'I will fight with the very last breath in me to protect the health of my little girl," emotional mother Mary-Ann Smit, the first to report the massive Sapref fuel refinery leak, has told a public meeting on the Bluff in Durban.
Smit was one of a small group of Wentworth, Bluff and Merebank residents who gathered at Dirkie Uys Primary School this week to speak out about the impact of the leak on their neighbourhoods.
Their complaints come amid fears that more families might have to evacuate their homes as a result of petrol vapour pollution.
Smit's only daughter, 15-year-old Sherry, suffers from the rare auto-immune disease systemic lupus erythematosus (SLE).
Smit was also the first resident to complain about petrol fumes in her home three months ago, leading to the discovery of an underground leak of up to 750 000 litres of petrol from the Shell and BP-operated Sapref refinery.
She told the meeting doctors could not explain the exact cause of her daughter's illness, which began several years ago, but she was concerned about the long-term health effects that hydrocarbon vapours and benzene could have on her family's health.
"My husband is an asthmatic and he has been virtually living on his nebuliser for the last three months."
She also recalled that Bronwyn Campbell, the 15-year-old daughter of one of her close friends, died of SLE four years ago.
Bronwyn's next-door neighbour in Dunville Road, three-year-old Geraldine MacDonald, died of kidney cancer seven years ago.
"Sherry is my only child and I will fight for her life," said Smit, her voice choking with emotion.
Mother of two Scharlotte van Staden, who had been advised by Sapref to abandon her home temporarily because of the leak, wanted to know why city health officials had not visited residents living near the fuel leak.
"We want to beg the government to protect us from the polluting industries immediately."
South Durban community leader Desmond D'Sa said poor environmental practices by Shell and BP refineries in Holland and Britain would not be tolerated.
"But the third world is different. Our lives are cheap." He also backed suggestions from the floor calling for a boycott of Shell and BP refineries.
GroundWork environmental justice group head Bobby Peek pledged R500 from his pocket to start campaign action against Shell and BP at the highest level, including the possibility of legal action.

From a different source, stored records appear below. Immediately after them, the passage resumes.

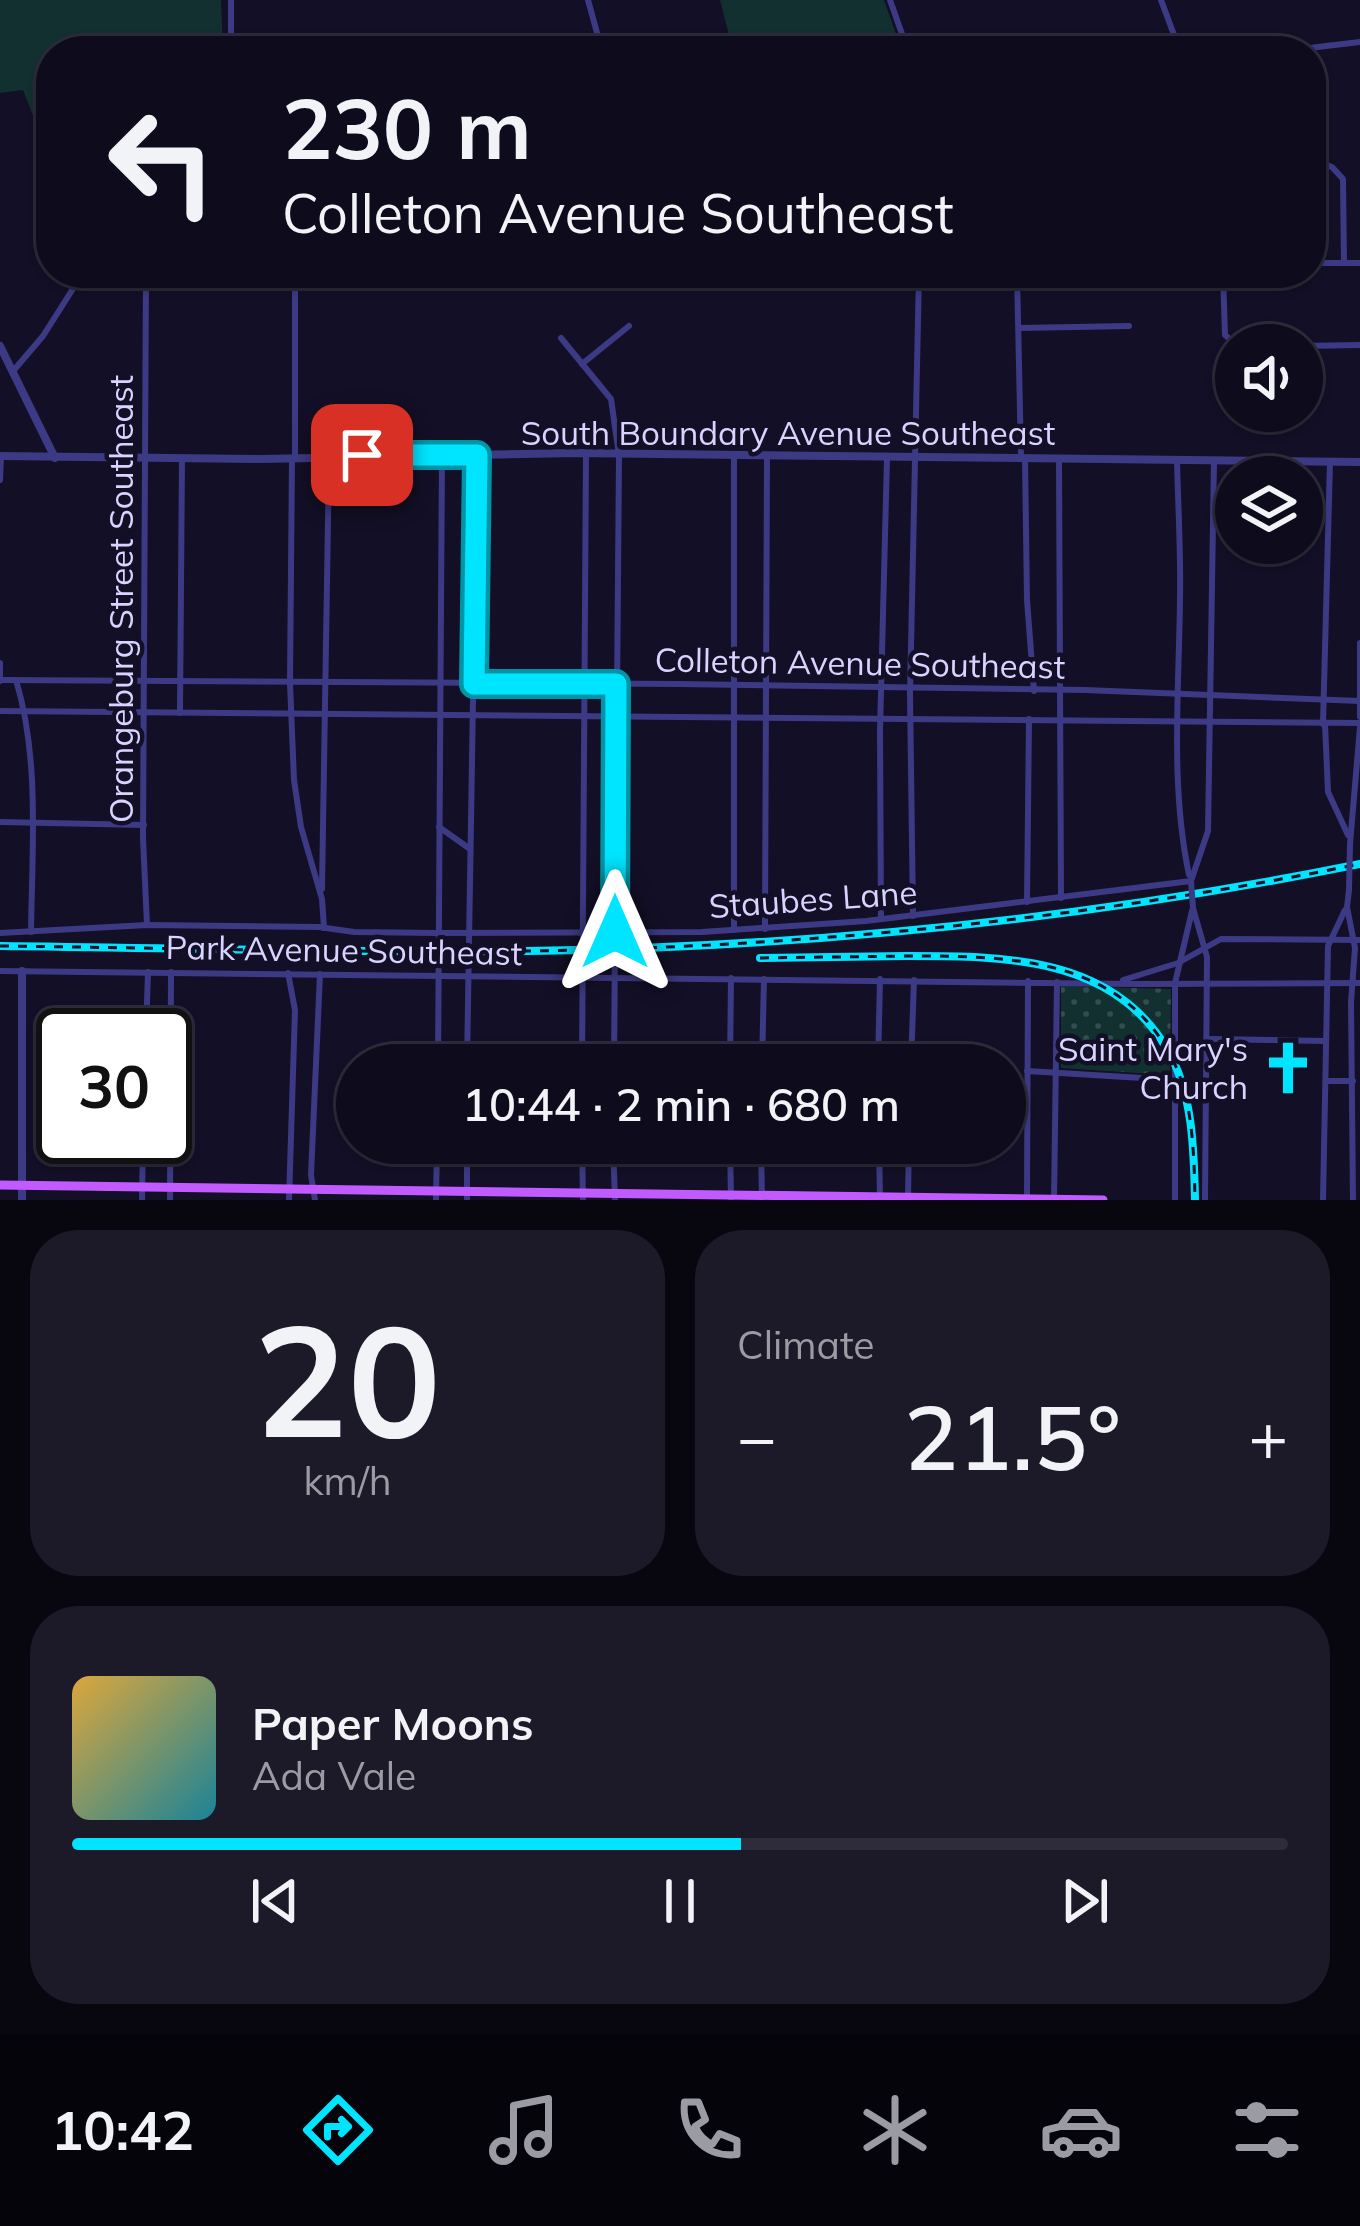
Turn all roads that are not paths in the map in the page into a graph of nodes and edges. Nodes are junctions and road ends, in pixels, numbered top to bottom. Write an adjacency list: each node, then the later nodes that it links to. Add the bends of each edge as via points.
1 (231, 0): 5 (street)
2 (588, 0): 6 (street)
3 (890, 0): 7 (street)
4 (1161, 0): 8 (street)
5 (231, 36)
6 (598, 36)
7 (903, 36)
8 (1174, 36)
9 (1360, 42): 10 (street)
10 (1326, 46)
11 (1326, 165): 13 (street, via 1343,179)
12 (1326, 263): 13 (street)
13 (1344, 263): 14 (street)
14 (1360, 263)
15 (73, 288): 30 (street)
16 (146, 288): 44 (street, Orangeburg Street Southeast)
17 (295, 288): 39 (street)
18 (919, 288): 42 (street)
19 (1017, 288): 24 (street)
20 (1223, 288): 21 (street)
21 (1224, 324)
22 (629, 326): 29 (street)
23 (1130, 326): 24 (street)
24 (1018, 328): 43 (street)
25 (561, 338): 29 (street)
26 (1360, 345): 28 (street)
27 (0, 346): 30 (street)
28 (1323, 346)
29 (582, 364): 34 (street, via 611,400)
30 (14, 370): 38 (street)
31 (586, 453): 33 (street, South Boundary Avenue Southeast); 34 (street, South Boundary Avenue Southeast); 61 (street)
32 (442, 455): 33 (street, South Boundary Avenue Southeast); 36 (street, South Boundary Avenue Southeast); 60 (street)
33 (477, 455): 62 (street)
34 (619, 455): 37 (street, South Boundary Avenue Southeast); 63 (street)
35 (0, 456): 38 (street, South Boundary Avenue Southeast); 51 (street)
36 (329, 457): 39 (street, South Boundary Avenue Southeast); 58 (street)
37 (734, 457): 40 (street, South Boundary Avenue Southeast); 64 (street)
38 (55, 458): 44 (street, South Boundary Avenue Southeast)
39 (293, 458): 45 (street, South Boundary Avenue Southeast); 59 (street)
40 (767, 458): 41 (street, South Boundary Avenue Southeast); 65 (street)
41 (886, 458): 42 (street, South Boundary Avenue Southeast); 66 (street)
42 (914, 458): 43 (street, South Boundary Avenue Southeast); 67 (street)
43 (1023, 458): 46 (street, South Boundary Avenue Southeast); 68 (street)
44 (147, 459): 45 (street, South Boundary Avenue Southeast); 56 (street, Orangeburg Street Southeast)
45 (182, 459): 57 (street, Orangeburg Street Southeast)
46 (1059, 459): 47 (street, South Boundary Avenue Southeast); 69 (street)
47 (1177, 460): 48 (street, South Boundary Avenue Southeast); 70 (street)
48 (1214, 461): 49 (street, South Boundary Avenue Southeast); 71 (street)
49 (1330, 462): 50 (street, South Boundary Avenue Southeast); 72 (street)
50 (1360, 462)
51 (0, 480)
52 (1360, 643): 73 (street)
53 (0, 663): 55 (street)
54 (16, 679): 55 (street, Colleton Avenue Southeast); 56 (street, Colleton Avenue Southeast); 75 (street)
55 (0, 680)
56 (144, 680): 57 (street, Colleton Avenue Southeast); 76 (street, Orangeburg Street Southeast)
57 (181, 680): 59 (street, Colleton Avenue Southeast); 77 (street, Orangeburg Street Southeast)
58 (323, 682): 59 (street, Colleton Avenue Southeast); 60 (street, Colleton Avenue Southeast); 78 (street)
59 (290, 683): 79 (street)
60 (439, 683): 62 (street, Colleton Avenue Southeast); 80 (street)
61 (585, 683): 62 (street, Colleton Avenue Southeast); 63 (street, Colleton Avenue Southeast); 82 (street)
62 (474, 684): 81 (street)
63 (616, 684): 64 (street, Colleton Avenue Southeast); 83 (street)
64 (733, 685): 65 (street, Colleton Avenue Southeast); 84 (street)
65 (766, 686): 66 (street, Colleton Avenue Southeast); 85 (street)
66 (881, 687): 67 (street, Colleton Avenue Southeast); 86 (street)
67 (910, 688): 68 (street, Colleton Avenue Southeast); 87 (street)
68 (1034, 691): 69 (street, Colleton Avenue Southeast)
69 (1059, 691): 70 (street, Colleton Avenue Southeast); 89 (street)
70 (1177, 695): 71 (street, Colleton Avenue Southeast); 90 (street)
71 (1210, 697): 72 (street, Colleton Avenue Southeast); 91 (street)
72 (1323, 700): 73 (street, Colleton Avenue Southeast); 93 (street)
73 (1360, 700): 92 (street)
74 (0, 711): 75 (street, Colleton Avenue Southeast)
75 (26, 712): 76 (street, Colleton Avenue Southeast); 95 (street)
76 (143, 712): 77 (street, Colleton Avenue Southeast); 96 (street, Orangeburg Street Southeast)
77 (180, 712): 79 (street, Colleton Avenue Southeast)
78 (323, 714): 79 (street, Colleton Avenue Southeast); 80 (street, Colleton Avenue Southeast); 102 (street)
79 (291, 715): 102 (street, via 301,827)
80 (438, 715): 81 (street, Colleton Avenue Southeast); 97 (street)
81 (474, 716): 82 (street, Colleton Avenue Southeast); 99 (street)
82 (586, 716): 83 (street, Colleton Avenue Southeast); 113 (street)
83 (616, 716): 84 (street, Colleton Avenue Southeast); 115 (street)
84 (733, 718): 85 (street, Colleton Avenue Southeast); 111 (street)
85 (768, 718): 86 (street, Colleton Avenue Southeast); 110 (street)
86 (880, 718): 87 (street, Colleton Avenue Southeast); 107 (street)
87 (910, 719): 88 (street, Colleton Avenue Southeast); 106 (street)
88 (1029, 719): 89 (street, Colleton Avenue Southeast); 103 (street)
89 (1059, 719): 90 (street, Colleton Avenue Southeast); 101 (street)
90 (1178, 721): 91 (street, Colleton Avenue Southeast); 100 (street, via 1179,826)
91 (1210, 722): 93 (street, Colleton Avenue Southeast); 100 (street, via 1208,831)
92 (1360, 722): 93 (street, Colleton Avenue Southeast); 98 (street)
93 (1324, 724): 98 (street, via 1328,792)
94 (0, 822): 95 (street)
95 (33, 825): 96 (street); 114 (street)
96 (143, 826): 108 (street, Orangeburg Street Southeast)
97 (438, 826): 99 (street); 117 (street)
98 (1349, 840): 105 (street, bridge)
99 (470, 848): 112 (street)
100 (1191, 881): 101 (street, Staubes Lane); 104 (street, bridge)
101 (1060, 898): 103 (street, Staubes Lane)
102 (322, 899): 109 (street)
103 (1027, 903): 106 (street, Staubes Lane)
104 (1193, 908): 120 (street); 121 (street)
105 (1347, 908): 118 (street); 119 (street)
106 (913, 916): 107 (street, Staubes Lane)
107 (881, 920): 110 (street, Staubes Lane)
108 (147, 925): 109 (street, Park Avenue Southeast); 114 (street, Park Avenue Southeast)
109 (324, 928): 117 (street, Park Avenue Southeast)
110 (765, 928): 111 (street, Staubes Lane)
111 (734, 930): 115 (street, Staubes Lane)
112 (468, 931): 113 (street, Staubes Lane); 117 (street, Staubes Lane); 129 (street)
113 (586, 931): 115 (street, Staubes Lane); 130 (street)
114 (31, 932): 116 (street, Park Avenue Southeast)
115 (615, 932): 131 (street)
116 (0, 933)
117 (437, 933): 128 (street)
118 (1330, 940): 119 (street, Park Avenue Southeast); 120 (street, Park Avenue Southeast); 140 (street)
119 (1357, 940): 142 (street)
120 (1206, 944): 121 (street, Park Avenue Southeast); 139 (street)
121 (1178, 963): 138 (street, Park Avenue Southeast); 141 (street)
122 (0, 971): 123 (street, Park Avenue Southeast)
123 (22, 971): 124 (street, Park Avenue Southeast); 171 (street)
124 (148, 972): 125 (street, Park Avenue Southeast); 143 (street)
125 (171, 972): 126 (street, Park Avenue Southeast); 173 (street)
126 (288, 974): 127 (street, Park Avenue Southeast); 159 (street, via 295,1010)
127 (320, 974): 128 (street, Park Avenue Southeast); 160 (street)
128 (437, 975): 129 (street, Park Avenue Southeast); 146 (street)
129 (469, 976): 130 (street, Park Avenue Southeast); 147 (street)
130 (583, 977): 131 (street, Park Avenue Southeast); 148 (street)
131 (615, 977): 132 (street, Park Avenue Southeast); 149 (street)
132 (731, 978): 133 (street, Park Avenue Southeast); 150 (street)
133 (764, 979): 134 (street, Park Avenue Southeast); 151 (street)
134 (880, 980): 135 (street, Park Avenue Southeast); 152 (street)
135 (914, 980): 136 (street, Park Avenue Southeast); 153 (street)
136 (1028, 981): 137 (street, Park Avenue Southeast); 154 (street)
137 (1057, 981): 138 (street, Park Avenue Southeast); 155 (street)
138 (1120, 981): 141 (street, Park Avenue Southeast)
139 (1208, 982): 140 (street, Park Avenue Southeast); 141 (street, Park Avenue Southeast); 144 (street)
140 (1327, 982): 142 (street, Park Avenue Southeast); 145 (street)
141 (1175, 983): 156 (street)
142 (1356, 983): 158 (street)
143 (147, 1008)
144 (1209, 1039): 145 (street); 189 (street)
145 (1325, 1041): 157 (street)
146 (438, 1044)
147 (467, 1044)
148 (582, 1044)
149 (614, 1044)
150 (730, 1044)
151 (762, 1044)
152 (878, 1044)
153 (912, 1044)
154 (1027, 1071): 155 (street); 184 (street)
155 (1056, 1071): 156 (street); 185 (street)
156 (1175, 1080): 188 (street)
157 (1325, 1081): 158 (street); 190 (street)
158 (1353, 1081): 191 (street)
159 (292, 1145): 160 (street); 174 (street)
160 (312, 1146): 175 (street)
161 (143, 1164): 172 (street)
162 (437, 1164): 176 (street)
163 (467, 1164): 177 (street)
164 (582, 1164): 178 (street)
165 (614, 1164): 179 (street)
166 (731, 1164): 180 (street)
167 (761, 1164): 181 (street)
168 (879, 1164): 182 (street)
169 (909, 1164): 183 (street)
170 (0, 1185): 171 (main road)
171 (22, 1186): 172 (main road); 186 (street)
172 (142, 1194): 173 (main road)
173 (170, 1194): 174 (main road)
174 (289, 1195): 175 (main road)
175 (314, 1195): 176 (main road)
176 (436, 1196): 177 (main road)
177 (467, 1196): 178 (main road)
178 (582, 1197): 179 (main road)
179 (615, 1197): 180 (main road)
180 (732, 1198): 181 (main road)
181 (762, 1198): 182 (main road)
182 (880, 1198): 183 (main road)
183 (908, 1198): 184 (main road)
184 (1027, 1199): 185 (main road)
185 (1054, 1199): 187 (main road)
186 (22, 1200)
187 (1103, 1200)
188 (1175, 1200)
189 (1205, 1200)
190 (1323, 1200)
191 (1353, 1200)

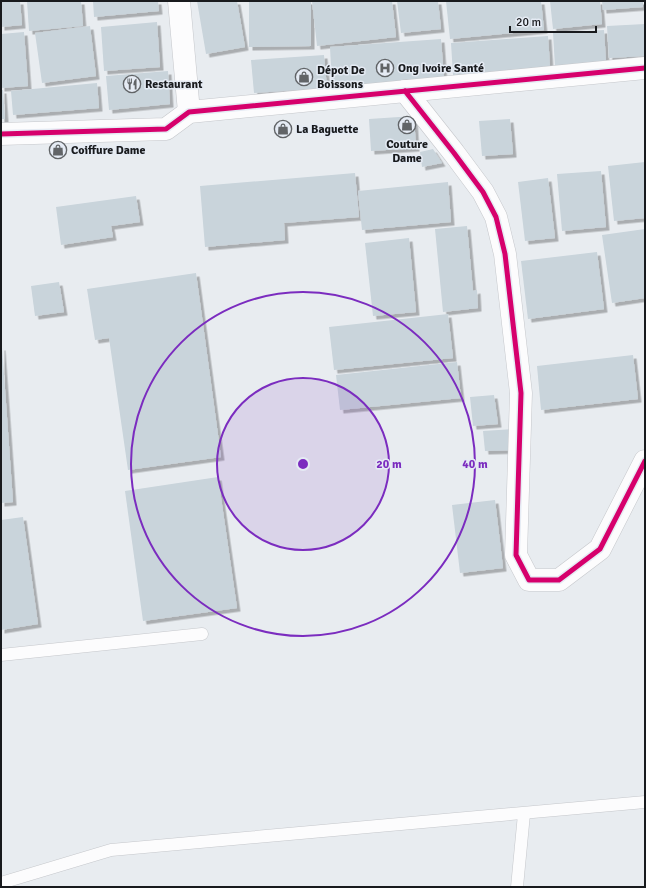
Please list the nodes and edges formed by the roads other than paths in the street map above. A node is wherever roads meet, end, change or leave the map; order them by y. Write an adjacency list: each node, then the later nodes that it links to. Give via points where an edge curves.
1 (179, 1): 4 (street)
2 (645, 68): 3 (street)
3 (405, 90): 4 (street); 6 (street, via 483,192 496,218 503,247 521,393 516,555 529,580 559,580 600,549)
4 (189, 112): 5 (street, via 166,129)
5 (1, 134)
6 (645, 461)
7 (202, 634): 8 (lane)
8 (1, 655)
9 (645, 802): 10 (lane)
10 (524, 814): 11 (lane, via 110,850); 12 (lane)
11 (1, 883)
12 (517, 887)

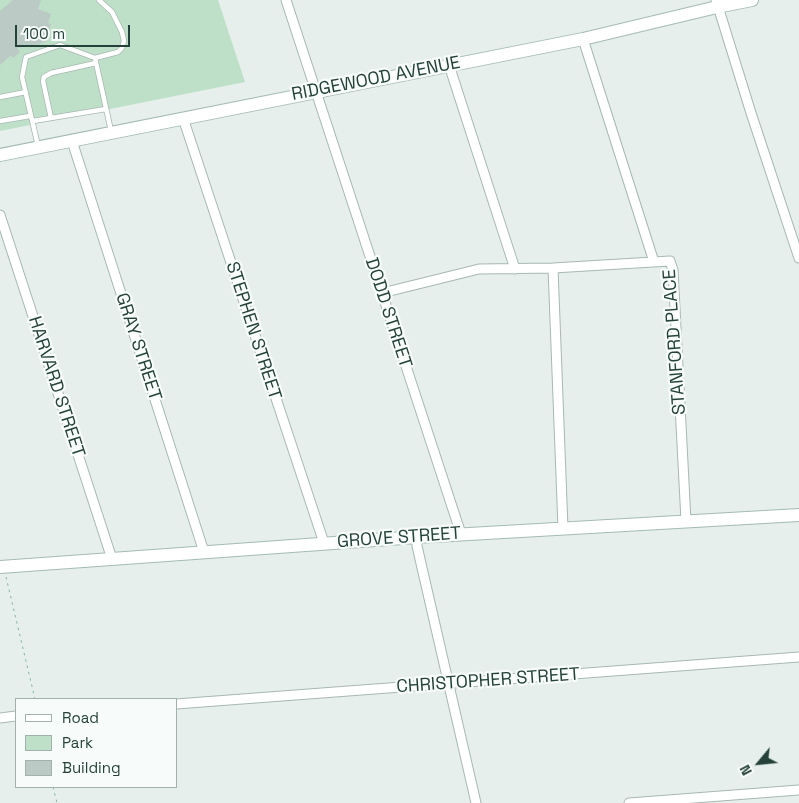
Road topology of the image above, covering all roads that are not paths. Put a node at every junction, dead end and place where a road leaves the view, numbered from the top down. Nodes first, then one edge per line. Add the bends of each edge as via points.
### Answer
1 (99, 0) edge
2 (286, 0) edge
3 (752, 0) edge
4 (717, 3) edge
5 (583, 39) junction
6 (96, 60) junction
7 (449, 65) junction
8 (316, 91) junction
9 (26, 92) junction
10 (0, 97) edge
11 (106, 109) junction
12 (30, 116) junction
13 (51, 118) junction
14 (183, 118) junction
15 (0, 122) edge
16 (33, 122) junction
17 (112, 132) junction
18 (72, 141) junction
19 (38, 147) junction
20 (0, 155) edge
21 (0, 215) edge
22 (799, 258) edge
23 (654, 262) junction
24 (553, 268) junction
25 (515, 269) junction
26 (382, 293) junction
27 (799, 515) edge
28 (686, 522) junction
29 (563, 528) junction
30 (461, 534) junction
31 (417, 536) junction
32 (324, 544) junction
33 (204, 552) junction
34 (112, 560) junction
35 (2, 566) edge
36 (799, 657) edge
37 (449, 683) junction
38 (178, 704) edge
39 (15, 716) edge
40 (0, 718) edge
41 (799, 790) edge
42 (476, 803) edge
43 (629, 803) edge

1 - 6 lane via 112,12 124,41 118,52
2 - 8 street, DODD STREET
3 - 4 main road, RIDGEWOOD AVENUE
4 - 5 main road, RIDGEWOOD AVENUE
4 - 22 street
5 - 7 main road, RIDGEWOOD AVENUE
5 - 23 street, STANFORD PLACE
6 - 9 lane via 60,45 26,57 22,76
6 - 11 lane
6 - 13 lane via 44,77
7 - 8 main road, RIDGEWOOD AVENUE
7 - 25 street
8 - 14 main road, RIDGEWOOD AVENUE
8 - 26 street, DODD STREET
9 - 10 lane
9 - 12 lane
11 - 13 lane
11 - 17 lane
12 - 15 lane
12 - 16 lane
13 - 16 lane
14 - 17 main road, RIDGEWOOD AVENUE
14 - 32 street, STEPHEN STREET
16 - 19 lane
17 - 18 main road, RIDGEWOOD AVENUE
18 - 19 main road, RIDGEWOOD AVENUE
18 - 33 street, GRAY STREET
19 - 20 main road, RIDGEWOOD AVENUE
21 - 34 street, HARVARD STREET
23 - 24 street
23 - 28 street, STANFORD PLACE via 670,261 673,270
24 - 25 street
24 - 29 street
25 - 26 street via 479,269
26 - 30 street, DODD STREET
27 - 28 main road, GROVE STREET
28 - 29 main road, GROVE STREET
29 - 30 main road, GROVE STREET
30 - 31 main road, GROVE STREET
31 - 32 main road, GROVE STREET
31 - 37 street
32 - 33 main road, GROVE STREET
33 - 34 main road, GROVE STREET
34 - 35 main road, GROVE STREET
36 - 37 street, CHRISTOPHER STREET
37 - 38 street, CHRISTOPHER STREET
37 - 42 street
39 - 40 street
41 - 43 street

Sapref officials did not attend the meeting, but in a letter circulated among residents this week, the company admitted that residents near the leak site could be affected by "burning eyes, cough, headache, dizziness and nausea" as a result of petrol fumes.
The company suggested there was no immediate health risk, but some people had been urged to move away "as a precaution".
Sapref acknowledged it could not hope to recover all the underground petrol, as some would bind to the soil, while vapours would continue to escape into the air.
Promises by city health officials to respond to queries were not made by late yesterday.